Nevertheless, there seem to be a lot of people trying to do this, so for the sake of it, let's see how the task could be approached.

To make it concrete, here's our existing (pre-edit) /etc/hosts:

#
# /etc/hosts: static lookup table for host names
#
127.0.0.1	my.example.com localhost.localdomain	my localhost
::1		localhost.localdomain	localhost

192.168.44.12   server1.example.com server1
192.168.44.1    firewall.example.com firewall

# The following lines are desirable for IPv6 capable hosts
::1 ip6-localhost ip6-loopback
fe00::0 ip6-localnet
ff00::0 ip6-mcastprefix
ff02::1 ip6-allnodes
ff02::2 ip6-allrouters
ff02::3 ip6-allhosts

2001:db8:a:b::1  server6.example.com server6
# End of file

We want to merge the following lines (we assume they are stored in their own file, newlines.txt):

192.168.44.250      newserver.example.com  newserver
192.168.44.1        firewall.example.com firewall gateway
2001:db8:a:b::100   server7.example.com  server7

When one of the lines we're adding is already present in the target file, there are two possible policies: either leave the line alone (ie, the old line is the good one), or replace it (ie, the new line is the good one). In our example, we would encounter this issue with the 192.168.44.1 entry. Of course, it's not hard to imagine situations in which for just some of the new lines the "new line wins" policy should be used, while still using the "old line wins" policy for the remaining ones. We choose to ignore this problem here and use a global policy, but it's certainly not just a theoretical case.

Another issue has to do with the method used to detect whether a line is already present: do we compare the whole line, just a key field (somehow calculated, for example a column), a set of fields, or yet something else? If we use more than one field, what about spaces?
In the case of /etc/hosts it seems sensible to use the first column (ie, the actual IP address) as a key, but it could be argued that the second field (the FQDN) should be used instead, as we want to ensure that a given FQDN is resolvable, no matter to which IP address (this in turn has the problem that then we can't add an IPv4 and IPv6 line for the same FQDN).
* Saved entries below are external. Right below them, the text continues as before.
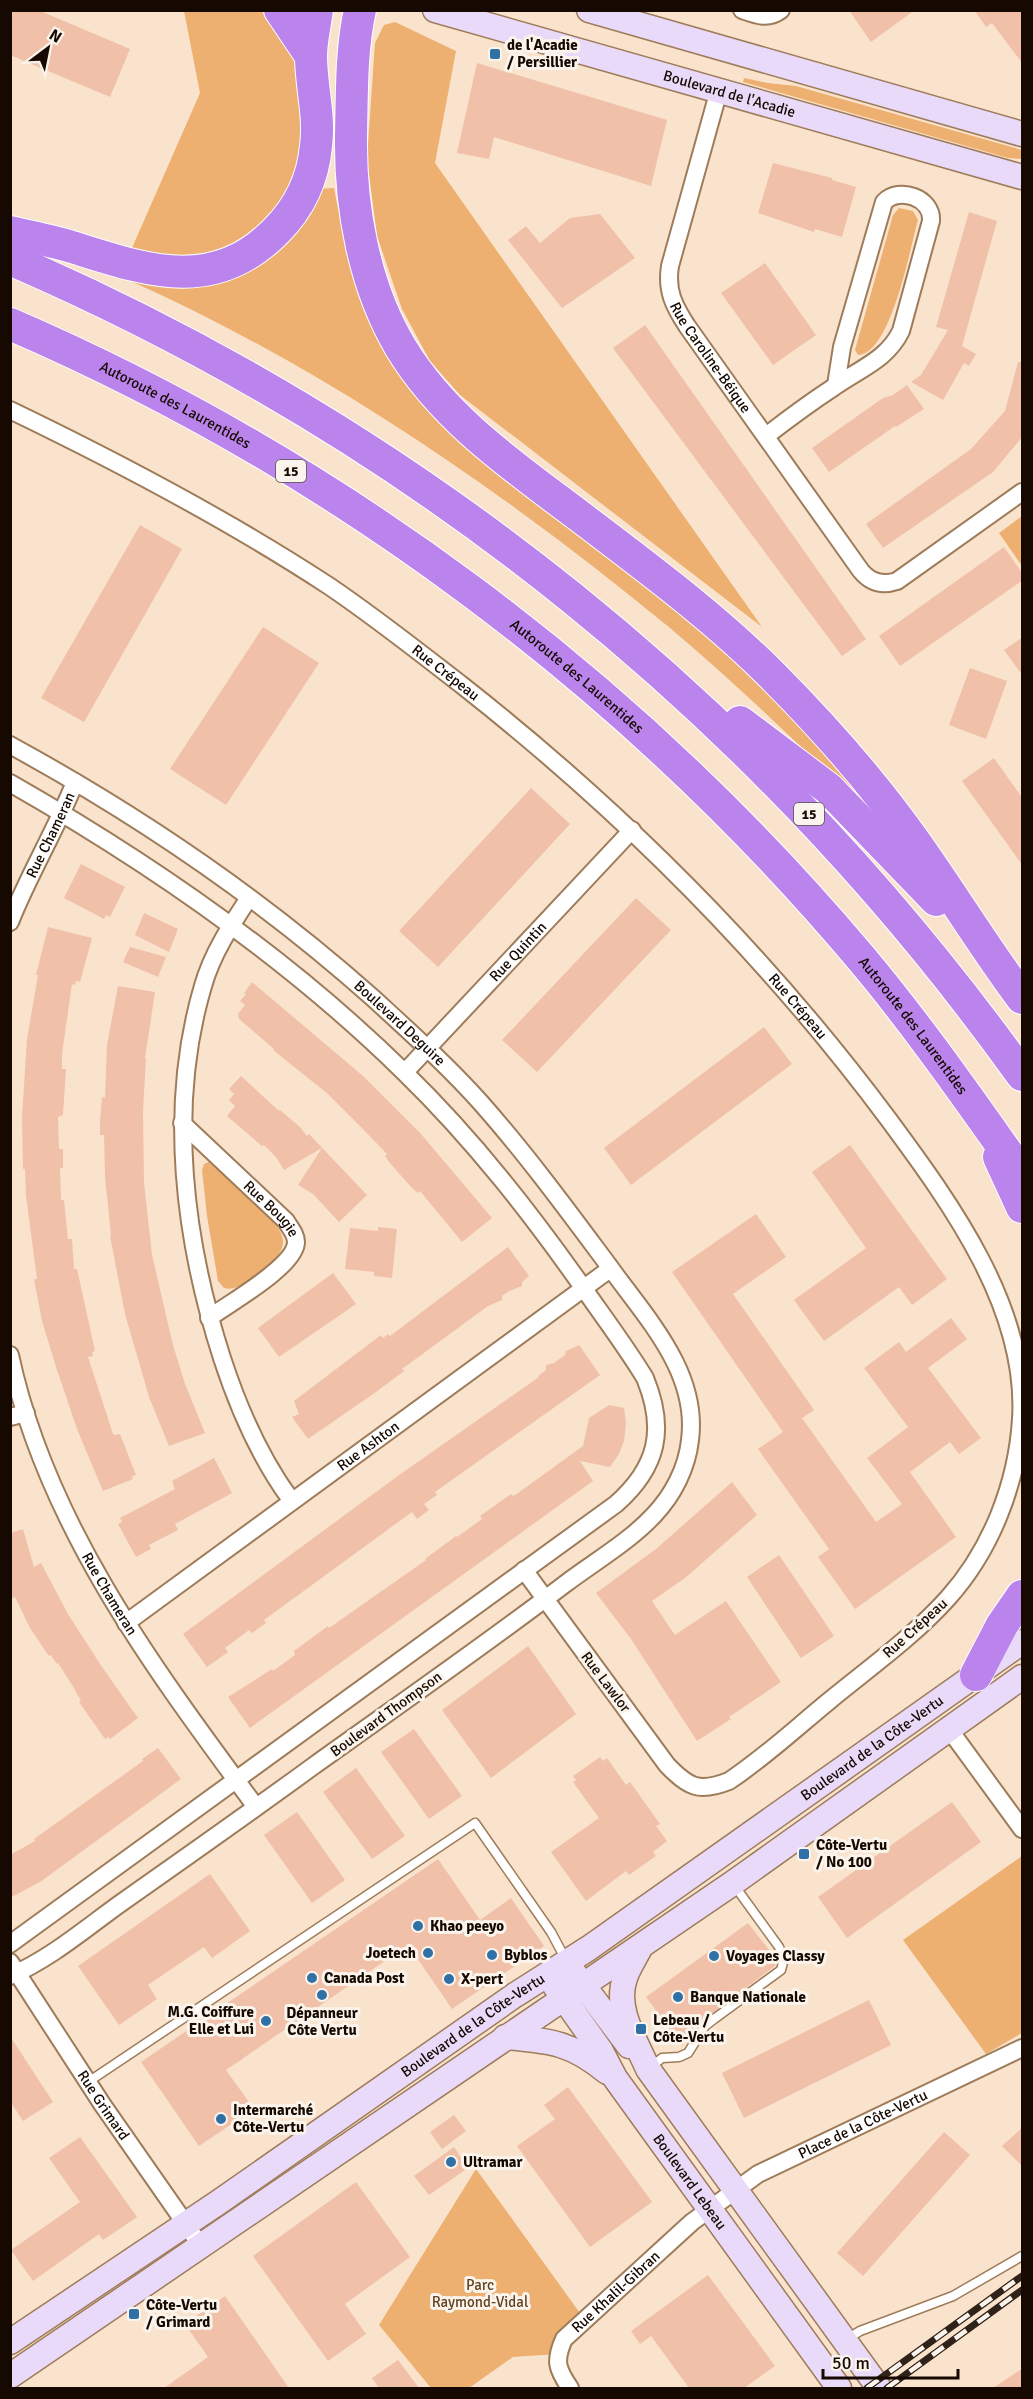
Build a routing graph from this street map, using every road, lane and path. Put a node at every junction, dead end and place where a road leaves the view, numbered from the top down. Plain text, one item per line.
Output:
1 (280, 10) edge
2 (317, 10) edge
3 (360, 10) edge
4 (435, 10) edge
5 (589, 10) edge
6 (742, 10) edge
7 (781, 10) edge
8 (311, 56) junction
9 (719, 90) junction
10 (1023, 134) edge
11 (1023, 177) edge
12 (10, 232) edge
13 (10, 260) edge
14 (10, 324) edge
15 (837, 385) junction
16 (10, 410) edge
17 (766, 435) junction
18 (1023, 492) edge
19 (560, 587) junction
20 (10, 745) edge
21 (75, 782) junction
22 (10, 783) edge
23 (63, 813) junction
24 (632, 830) junction
25 (249, 898) junction
26 (10, 922) edge
27 (230, 926) junction
28 (993, 959) junction
29 (1023, 998) edge
30 (428, 1049) junction
31 (405, 1072) junction
32 (1023, 1075) edge
33 (977, 1110) junction
34 (182, 1123) junction
35 (1023, 1174) edge
36 (1023, 1207) edge
37 (610, 1269) junction
38 (584, 1289) junction
39 (209, 1318) junction
40 (10, 1355) edge
41 (690, 1400) joint
42 (18, 1415) edge
43 (291, 1500) junction
44 (524, 1570) junction
45 (1023, 1596) edge
46 (544, 1600) junction
47 (126, 1623) junction
48 (1023, 1642) edge
49 (976, 1675) junction
50 (1023, 1677) edge
51 (949, 1729) junction
52 (236, 1780) junction
53 (695, 1787) joint
54 (256, 1807) junction
55 (1023, 1829) edge
56 (733, 1883) junction
57 (10, 1944) edge
58 (641, 1946) junction
59 (556, 1968) junction
60 (13, 1970) edge
61 (573, 1992) junction
62 (504, 2037) junction
63 (1023, 2048) edge
64 (648, 2069) junction
65 (615, 2078) junction
66 (88, 2082) junction
67 (735, 2189) junction
68 (708, 2209) junction
69 (187, 2224) junction
70 (201, 2246) junction
71 (1023, 2256) edge
72 (844, 2340) junction
73 (10, 2342) edge
74 (10, 2376) edge
75 (570, 2388) edge
76 (839, 2388) edge
77 (879, 2388) edge

1 - 8 highway
2 - 8 highway
3 - 28 highway
4 - 9 main road, Boulevard de l'Acadie
5 - 10 main road
6 - 7 street
8 - 12 highway
9 - 11 main road, Boulevard de l'Acadie
9 - 17 street, Rue Caroline-Béique
13 - 19 highway, 15
14 - 33 highway, Autoroute des Laurentides / 15
15 - 15 street
15 - 17 street
16 - 24 street, Rue Crépeau
17 - 18 street, Rue Caroline-Béique
19 - 28 highway
19 - 32 highway, 15
20 - 21 street, Boulevard Deguire
21 - 23 street, Rue Chameran
21 - 25 street, Boulevard Deguire
22 - 23 street, Boulevard Deguire
23 - 26 street, Rue Chameran
23 - 27 street, Boulevard Deguire
24 - 30 street, Rue Quintin
24 - 53 street, Rue Crépeau
25 - 27 street
25 - 30 street, Boulevard Deguire
27 - 31 street, Boulevard Deguire
27 - 34 street
28 - 29 highway
30 - 31 street, Rue Quintin
30 - 37 street, Boulevard Deguire
31 - 38 street, Boulevard Deguire
33 - 35 highway, Autoroute des Laurentides / 15
33 - 36 highway
34 - 39 street
34 - 39 street, Rue Bougie
37 - 38 street, Rue Ashton
37 - 41 street, Boulevard Deguire
38 - 43 street, Rue Ashton
38 - 44 street, Boulevard Deguire
39 - 43 street
40 - 42 street, Rue Chameran
41 - 46 street, Boulevard Thompson
42 - 47 street, Rue Chameran
43 - 47 street, Rue Ashton
44 - 46 street, Rue Lawlor
44 - 52 street
45 - 49 highway
46 - 53 street, Rue Lawlor
46 - 54 street, Boulevard Thompson
47 - 52 street, Rue Chameran
48 - 49 main road, Boulevard de la Côte-Vertu
49 - 59 main road, Boulevard de la Côte-Vertu
50 - 51 main road, Boulevard de la Côte-Vertu
51 - 55 street
51 - 56 main road, Boulevard de la Côte-Vertu
52 - 54 street, Rue Chameran
52 - 57 street
54 - 60 street, Boulevard Thompson
56 - 58 main road, Boulevard de la Côte-Vertu
56 - 64 lane
58 - 61 main road, Boulevard de la Côte-Vertu
58 - 64 main road
59 - 61 main road, Boulevard Lebeau
59 - 66 lane
59 - 69 main road, Boulevard de la Côte-Vertu
60 - 66 street, Rue Grimard
61 - 62 main road, Boulevard de la Côte-Vertu
61 - 64 main road, Boulevard Lebeau
61 - 65 main road, Boulevard Lebeau
62 - 65 main road
62 - 70 main road, Boulevard de la Côte-Vertu
63 - 67 street, Place de la Côte-Vertu
64 - 67 main road
65 - 68 main road, Boulevard Lebeau
66 - 69 street, Rue Grimard
67 - 68 street, Place de la Côte-Vertu
67 - 72 main road
68 - 75 street, Rue Khalil-Gibran
68 - 76 main road, Boulevard Lebeau
69 - 70 street, Rue Grimard
69 - 73 main road, Boulevard de la Côte-Vertu
70 - 74 main road, Boulevard de la Côte-Vertu
71 - 72 lane
72 - 77 main road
Here we're using the first field; again, adaptation will be necessary for different needs.

Another, more serious issue, has to do with the overall format of the resulting file. What do we do with comments and empty lines? In this case, we just print them verbatim.
And what about internal file "semantics" (for lack of a better term)? Let's say we like to have all IPv4 addresses nicely grouped together and all IPv6 addresses as well. New lines should respect the grouping (an IPv4 line should go into the IPv4 group etc.). Now things start to be, well, "interesting". Since where a line appears in the file doesn't really matter much to the resolver routines, here we choose to just append new lines at the end; but this is a very simple (and, for some "idempotent" editing fans probably unsatisfactory) policy.

The point is: it's easy to see how this seemingly easy task can quickly become arbitrarily (and ridiculously) complicated, and any "quick and dirty" solution necessarily has to deal with many assumptions and tradeoffs. (And all this just for the relatively simple file /etc/hosts. Imagine managing a DNS zone file, or a DHCP server configuration file, with MAC to IP mappings, just to name some other examples. And we're still in the domain of single-line-at-a-time changes.)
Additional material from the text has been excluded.